## WORK REQUIRED
In the listing below, how many lines include "roads"? Give the number and no other text.
[DATA SUPPLIED Boundary: Start]
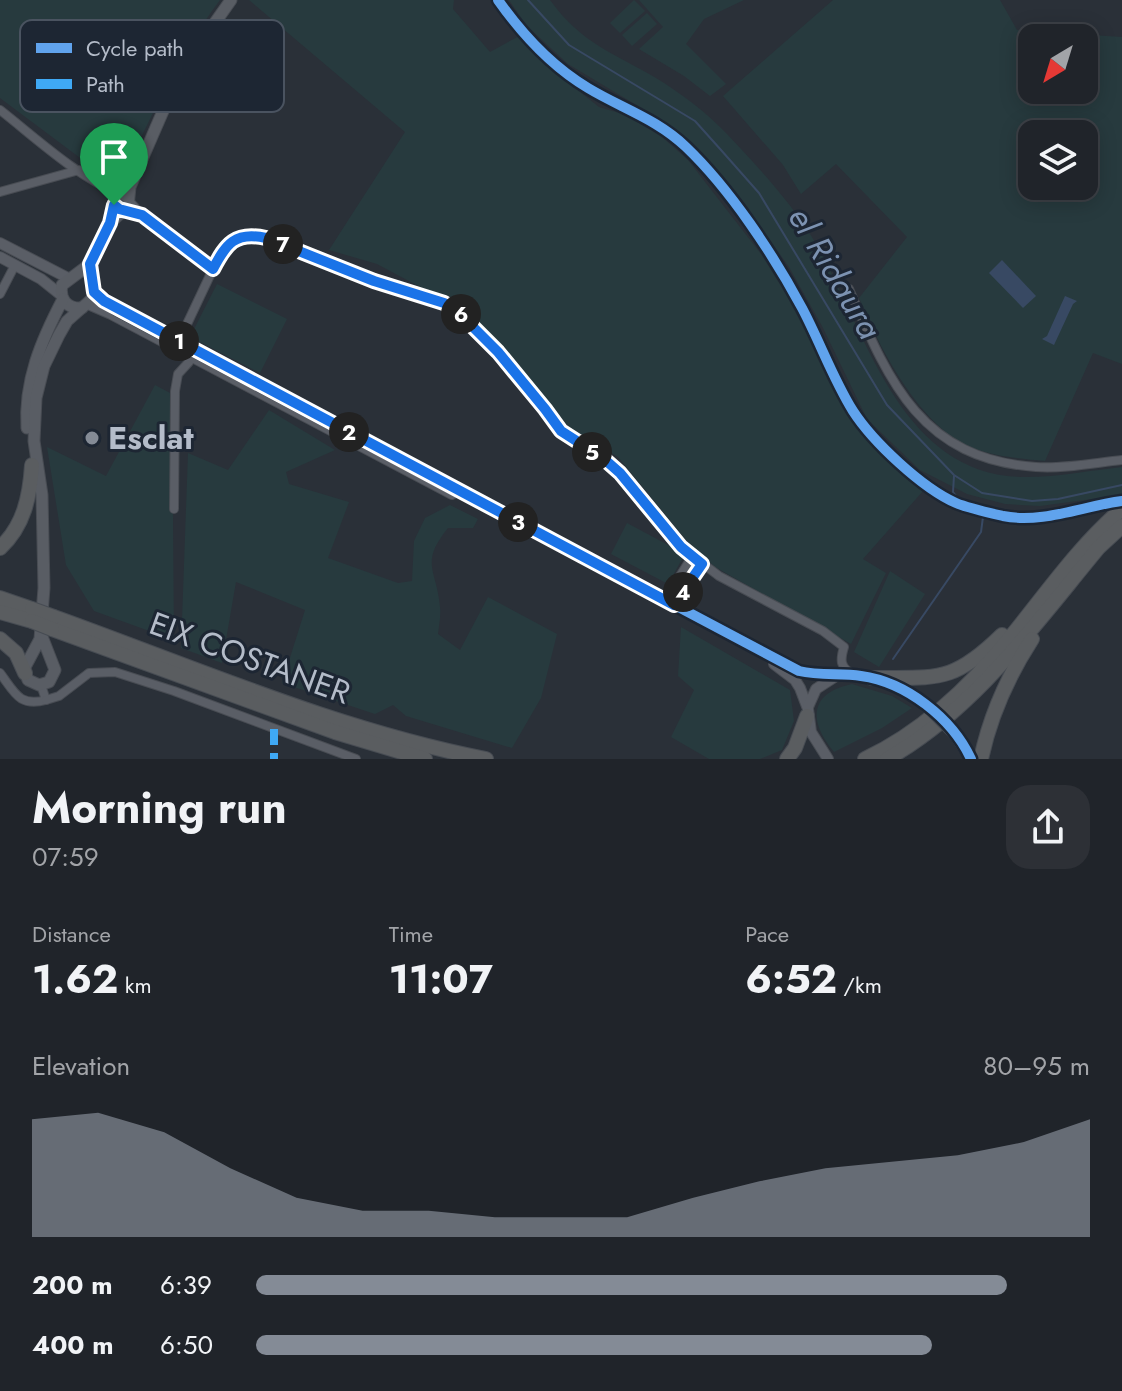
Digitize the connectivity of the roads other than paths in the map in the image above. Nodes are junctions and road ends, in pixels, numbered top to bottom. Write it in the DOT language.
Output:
graph roads {
  1 [pos="231,0"];
  2 [pos="217,20"];
  3 [pos="0,110"];
  4 [pos="162,112"];
  5 [pos="79,170"];
  6 [pos="0,192"];
  7 [pos="121,198"];
  8 [pos="0,243"];
  9 [pos="0,257"];
  10 [pos="90,264"];
  11 [pos="15,265"];
  12 [pos="213,269"];
  13 [pos="70,277"];
  14 [pos="92,288"];
  15 [pos="849,289"];
  16 [pos="0,294"];
  17 [pos="62,297"];
  18 [pos="85,306"];
  19 [pos="179,341"];
  20 [pos="189,362"];
  21 [pos="1122,460"];
  22 [pos="32,465"];
  23 [pos="42,495"];
  24 [pos="174,509"];
  25 [pos="1122,509"];
  26 [pos="1122,526"];
  27 [pos="0,548"];
  28 [pos="692,557"];
  29 [pos="702,564"];
  30 [pos="1045,593"];
  31 [pos="0,598"];
  32 [pos="670,602"];
  33 [pos="1047,610"];
  34 [pos="0,612"];
  35 [pos="42,622"];
  36 [pos="0,639"];
  37 [pos="842,656"];
  38 [pos="51,660"];
  39 [pos="27,666"];
  40 [pos="0,673"];
  41 [pos="825,675"];
  42 [pos="838,675"];
  43 [pos="853,675"];
  44 [pos="872,678"];
  45 [pos="41,685"];
  46 [pos="46,700"];
  47 [pos="808,713"];
  48 [pos="826,757"];
  49 [pos="356,759"];
  50 [pos="425,759"];
  51 [pos="486,759"];
  52 [pos="787,759"];
  53 [pos="865,759"];
  54 [pos="887,759"];
  55 [pos="971,759"];
  56 [pos="981,759"];
  1 -- 2 [label="main road"];
  3 -- 5 [label="street"];
  4 -- 7 [label="main road"];
  5 -- 6 [label="street"];
  5 -- 7 [label="street"];
  7 -- 10 [label="main road"];
  7 -- 12 [label="street"];
  8 -- 13 [label="street"];
  9 -- 11 [label="street"];
  10 -- 13 [label="main road"];
  10 -- 14 [label="main road"];
  11 -- 16 [label="street"];
  11 -- 17 [label="street"];
  12 -- 19 [label="street"];
  12 -- 28 [label="street"];
  13 -- 14 [label="main road"];
  13 -- 17 [label="main road"];
  14 -- 18 [label="main road"];
  14 -- 19 [label="street"];
  15 -- 21 [label="street"];
  17 -- 18 [label="main road"];
  17 -- 22 [label="main road"];
  18 -- 23 [label="main road"];
  18 -- 47 [label="street"];
  19 -- 32 [label="street"];
  20 -- 24 [label="street"];
  22 -- 23 [label="main road"];
  22 -- 27 [label="highway"];
  23 -- 35 [label="main road"];
  25 -- 30 [label="highway"];
  26 -- 33 [label="highway"];
  28 -- 29 [label="street"];
  28 -- 32 [label="street"];
  29 -- 32 [label="street"];
  29 -- 37 [label="street"];
  30 -- 44 [label="highway"];
  30 -- 53 [label="highway"];
  31 -- 35 [label="highway, EIX COSTANER"];
  32 -- 41 [label="street"];
  33 -- 54 [label="highway"];
  33 -- 56 [label="highway"];
  34 -- 35 [label="highway, EIX COSTANER"];
  35 -- 38 [label="main road"];
  35 -- 39 [label="main road"];
  35 -- 50 [label="highway, EIX COSTANER"];
  35 -- 51 [label="highway, EIX COSTANER"];
  36 -- 39 [label="highway"];
  37 -- 41 [label="street"];
  37 -- 43 [label="street"];
  38 -- 39 [label="main road"];
  38 -- 45 [label="main road"];
  39 -- 45 [label="main road"];
  40 -- 46 [label="street"];
  41 -- 42 [label="street"];
  42 -- 43 [label="street"];
  42 -- 47 [label="street"];
  43 -- 44 [label="street"];
  44 -- 55 [label="street, bridge"];
  45 -- 46 [label="street"];
  46 -- 49 [label="street"];
  47 -- 48 [label="street"];
  47 -- 52 [label="highway"];
}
[DATA SUPPLIED Boundary: End]
## SOLUTION TO THIS TASK
2